And thinking some more about Caitlin's observation:
Consider that -1 = Exp[Pi I], then an nth root of -1 is Exp[Pi I / n].
The n nth roots of unity are given by Exp[2 Pi I k / n] with k from 1 to n. (de Moivres numbers)
Multiplying the nth root of -1 by these gives the n nth roots of -1 as Exp[(2k+1) Pi I / n], again with k from 1 to n.
Since any negative number -N (N positive) can be written as -1*N, we have the nth root as the principal root of N multiplied by these n roots of -1.
Here, for example, are nine 9th roots of -1:
In[1]:= rootOfMinusOne[k_, n_] := Exp[(2 k + 1) Pi I/n]
In[2]:= roots9 = Table[rootOfMinusOne[k, 9], {k, 9}]

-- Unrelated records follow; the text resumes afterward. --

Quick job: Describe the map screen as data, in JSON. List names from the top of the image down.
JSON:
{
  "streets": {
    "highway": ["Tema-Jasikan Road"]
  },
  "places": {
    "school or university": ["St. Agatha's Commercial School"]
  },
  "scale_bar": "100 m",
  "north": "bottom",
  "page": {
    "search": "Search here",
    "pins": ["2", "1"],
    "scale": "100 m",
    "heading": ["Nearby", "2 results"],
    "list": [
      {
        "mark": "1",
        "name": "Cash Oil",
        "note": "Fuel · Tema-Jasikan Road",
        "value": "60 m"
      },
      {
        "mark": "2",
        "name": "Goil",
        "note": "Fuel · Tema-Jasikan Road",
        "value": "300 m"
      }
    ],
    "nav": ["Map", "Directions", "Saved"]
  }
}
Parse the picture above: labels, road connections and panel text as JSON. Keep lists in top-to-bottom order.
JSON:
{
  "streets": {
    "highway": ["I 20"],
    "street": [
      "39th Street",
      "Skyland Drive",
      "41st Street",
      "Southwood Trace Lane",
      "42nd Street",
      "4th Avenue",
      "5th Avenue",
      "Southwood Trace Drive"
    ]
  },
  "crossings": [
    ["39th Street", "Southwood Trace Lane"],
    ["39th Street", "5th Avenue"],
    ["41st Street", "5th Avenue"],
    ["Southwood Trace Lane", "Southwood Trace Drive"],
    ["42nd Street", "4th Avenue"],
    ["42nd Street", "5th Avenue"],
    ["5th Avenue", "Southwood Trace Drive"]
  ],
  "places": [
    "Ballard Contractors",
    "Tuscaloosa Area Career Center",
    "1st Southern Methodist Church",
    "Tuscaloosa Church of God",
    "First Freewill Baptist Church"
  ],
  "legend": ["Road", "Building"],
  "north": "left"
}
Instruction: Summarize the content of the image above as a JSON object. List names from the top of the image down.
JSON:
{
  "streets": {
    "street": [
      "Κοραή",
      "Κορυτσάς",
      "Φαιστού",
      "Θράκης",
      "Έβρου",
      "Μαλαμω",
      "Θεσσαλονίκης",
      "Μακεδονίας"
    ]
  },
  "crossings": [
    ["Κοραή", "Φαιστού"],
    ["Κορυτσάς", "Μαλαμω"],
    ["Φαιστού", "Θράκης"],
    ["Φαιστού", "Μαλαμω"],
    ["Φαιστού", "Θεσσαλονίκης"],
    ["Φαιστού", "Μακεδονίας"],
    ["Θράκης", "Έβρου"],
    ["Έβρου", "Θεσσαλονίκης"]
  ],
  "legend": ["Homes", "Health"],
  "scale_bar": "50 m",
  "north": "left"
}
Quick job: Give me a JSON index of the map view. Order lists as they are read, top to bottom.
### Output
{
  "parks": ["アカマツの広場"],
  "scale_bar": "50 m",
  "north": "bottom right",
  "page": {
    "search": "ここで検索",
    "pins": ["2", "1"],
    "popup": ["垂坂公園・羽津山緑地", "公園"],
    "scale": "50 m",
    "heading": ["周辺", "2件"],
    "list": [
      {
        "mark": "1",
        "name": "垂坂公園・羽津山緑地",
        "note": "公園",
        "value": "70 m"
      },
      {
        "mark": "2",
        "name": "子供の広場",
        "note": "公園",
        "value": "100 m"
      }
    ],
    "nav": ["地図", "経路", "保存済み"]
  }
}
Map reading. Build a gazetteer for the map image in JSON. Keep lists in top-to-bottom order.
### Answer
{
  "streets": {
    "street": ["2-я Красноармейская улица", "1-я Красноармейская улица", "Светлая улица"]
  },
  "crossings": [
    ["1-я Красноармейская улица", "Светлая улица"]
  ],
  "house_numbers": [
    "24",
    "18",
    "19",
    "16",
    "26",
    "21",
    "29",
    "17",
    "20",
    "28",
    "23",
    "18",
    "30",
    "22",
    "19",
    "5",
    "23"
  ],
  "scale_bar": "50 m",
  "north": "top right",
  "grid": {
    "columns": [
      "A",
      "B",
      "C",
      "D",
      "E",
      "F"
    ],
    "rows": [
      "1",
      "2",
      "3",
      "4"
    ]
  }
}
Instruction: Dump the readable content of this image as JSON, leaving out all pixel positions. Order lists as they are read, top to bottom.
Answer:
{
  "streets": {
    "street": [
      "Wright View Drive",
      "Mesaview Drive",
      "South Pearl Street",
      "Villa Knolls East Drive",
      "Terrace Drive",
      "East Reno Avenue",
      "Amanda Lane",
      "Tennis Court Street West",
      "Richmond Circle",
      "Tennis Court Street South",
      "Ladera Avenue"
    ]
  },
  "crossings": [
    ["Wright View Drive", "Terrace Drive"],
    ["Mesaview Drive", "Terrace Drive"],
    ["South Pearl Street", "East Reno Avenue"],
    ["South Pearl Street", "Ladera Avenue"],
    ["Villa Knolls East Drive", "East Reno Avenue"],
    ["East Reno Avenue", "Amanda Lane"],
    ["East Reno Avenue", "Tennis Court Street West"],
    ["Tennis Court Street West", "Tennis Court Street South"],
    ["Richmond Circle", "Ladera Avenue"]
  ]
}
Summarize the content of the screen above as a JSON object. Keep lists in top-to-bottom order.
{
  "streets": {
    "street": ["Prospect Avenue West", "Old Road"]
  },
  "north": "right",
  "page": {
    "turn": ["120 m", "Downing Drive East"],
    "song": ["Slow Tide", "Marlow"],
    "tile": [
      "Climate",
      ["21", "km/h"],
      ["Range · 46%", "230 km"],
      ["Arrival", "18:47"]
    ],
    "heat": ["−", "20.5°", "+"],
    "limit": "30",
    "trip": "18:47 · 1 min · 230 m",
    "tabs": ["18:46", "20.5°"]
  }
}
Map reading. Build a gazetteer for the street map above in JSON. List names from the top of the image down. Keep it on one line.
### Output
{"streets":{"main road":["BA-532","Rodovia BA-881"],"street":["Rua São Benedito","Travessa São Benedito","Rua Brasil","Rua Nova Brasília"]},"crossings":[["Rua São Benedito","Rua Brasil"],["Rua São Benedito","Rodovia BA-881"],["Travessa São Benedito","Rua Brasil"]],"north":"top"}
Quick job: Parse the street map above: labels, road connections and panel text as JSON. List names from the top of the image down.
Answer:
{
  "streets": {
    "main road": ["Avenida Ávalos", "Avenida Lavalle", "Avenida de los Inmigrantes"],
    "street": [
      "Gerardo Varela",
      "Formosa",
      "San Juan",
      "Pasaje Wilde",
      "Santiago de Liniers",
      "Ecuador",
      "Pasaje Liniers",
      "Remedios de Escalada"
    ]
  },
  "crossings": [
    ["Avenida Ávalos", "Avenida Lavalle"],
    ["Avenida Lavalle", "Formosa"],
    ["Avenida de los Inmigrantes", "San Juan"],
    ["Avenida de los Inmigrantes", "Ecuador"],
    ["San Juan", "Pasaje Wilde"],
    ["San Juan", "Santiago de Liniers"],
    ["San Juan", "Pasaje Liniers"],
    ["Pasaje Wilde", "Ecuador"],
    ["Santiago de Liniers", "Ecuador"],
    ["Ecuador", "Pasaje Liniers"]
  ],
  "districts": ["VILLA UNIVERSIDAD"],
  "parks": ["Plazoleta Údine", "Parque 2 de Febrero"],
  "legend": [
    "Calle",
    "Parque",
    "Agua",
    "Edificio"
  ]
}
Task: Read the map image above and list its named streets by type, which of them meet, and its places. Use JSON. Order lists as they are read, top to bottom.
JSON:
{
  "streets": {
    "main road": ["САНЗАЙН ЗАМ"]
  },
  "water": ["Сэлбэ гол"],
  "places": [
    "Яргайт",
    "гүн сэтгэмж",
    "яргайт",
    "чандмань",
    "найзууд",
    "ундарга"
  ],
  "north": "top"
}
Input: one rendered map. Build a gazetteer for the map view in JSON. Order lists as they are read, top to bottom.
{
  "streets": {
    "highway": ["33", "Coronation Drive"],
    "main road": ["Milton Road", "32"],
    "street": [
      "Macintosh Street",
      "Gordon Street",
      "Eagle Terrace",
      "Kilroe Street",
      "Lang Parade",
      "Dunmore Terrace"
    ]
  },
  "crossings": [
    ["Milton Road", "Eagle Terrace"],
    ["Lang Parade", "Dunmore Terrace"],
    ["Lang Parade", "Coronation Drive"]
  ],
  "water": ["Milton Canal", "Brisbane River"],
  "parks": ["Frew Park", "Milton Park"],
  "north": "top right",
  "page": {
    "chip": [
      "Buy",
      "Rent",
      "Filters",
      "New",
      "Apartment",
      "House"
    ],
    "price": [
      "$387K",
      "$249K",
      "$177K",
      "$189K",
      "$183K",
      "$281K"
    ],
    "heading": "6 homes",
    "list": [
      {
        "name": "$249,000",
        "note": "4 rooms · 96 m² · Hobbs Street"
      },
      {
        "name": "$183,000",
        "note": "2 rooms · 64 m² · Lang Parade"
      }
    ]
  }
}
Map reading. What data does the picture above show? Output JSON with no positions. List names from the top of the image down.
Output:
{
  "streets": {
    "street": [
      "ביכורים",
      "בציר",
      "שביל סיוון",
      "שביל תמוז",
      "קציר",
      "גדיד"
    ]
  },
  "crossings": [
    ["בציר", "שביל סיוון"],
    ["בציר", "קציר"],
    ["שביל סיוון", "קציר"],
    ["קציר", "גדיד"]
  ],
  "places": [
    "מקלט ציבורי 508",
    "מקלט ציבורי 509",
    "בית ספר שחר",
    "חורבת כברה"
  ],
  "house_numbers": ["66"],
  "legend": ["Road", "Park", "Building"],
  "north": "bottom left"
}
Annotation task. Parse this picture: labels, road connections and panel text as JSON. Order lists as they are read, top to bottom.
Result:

Out[2]= {E^((I \[Pi])/3), E^((5 I \[Pi])/9), E^((
7 I \[Pi])/9), -1, E^(-((7 I \[Pi])/9)), E^(-((5 I \[Pi])/9)), E^(-((
I \[Pi])/3)), E^(-((I \[Pi])/9)), E^((I \[Pi])/9)}
In[3]:= #^9 & /@ roots9
Out[3]= {-1, -1, -1, -1, -1, -1, -1, -1, -1}
In[4]:= cPlot[lst_, opts___] :=
ListPlot[{Re[#], Im[#]} & /@ lst, AspectRatio -> 1,
AxesLabel -> {"Re", "Im"}, opts]
In[5]:= cplt = cPlot[roots9, PlotLabel -> "The nine 9th roots of -1"]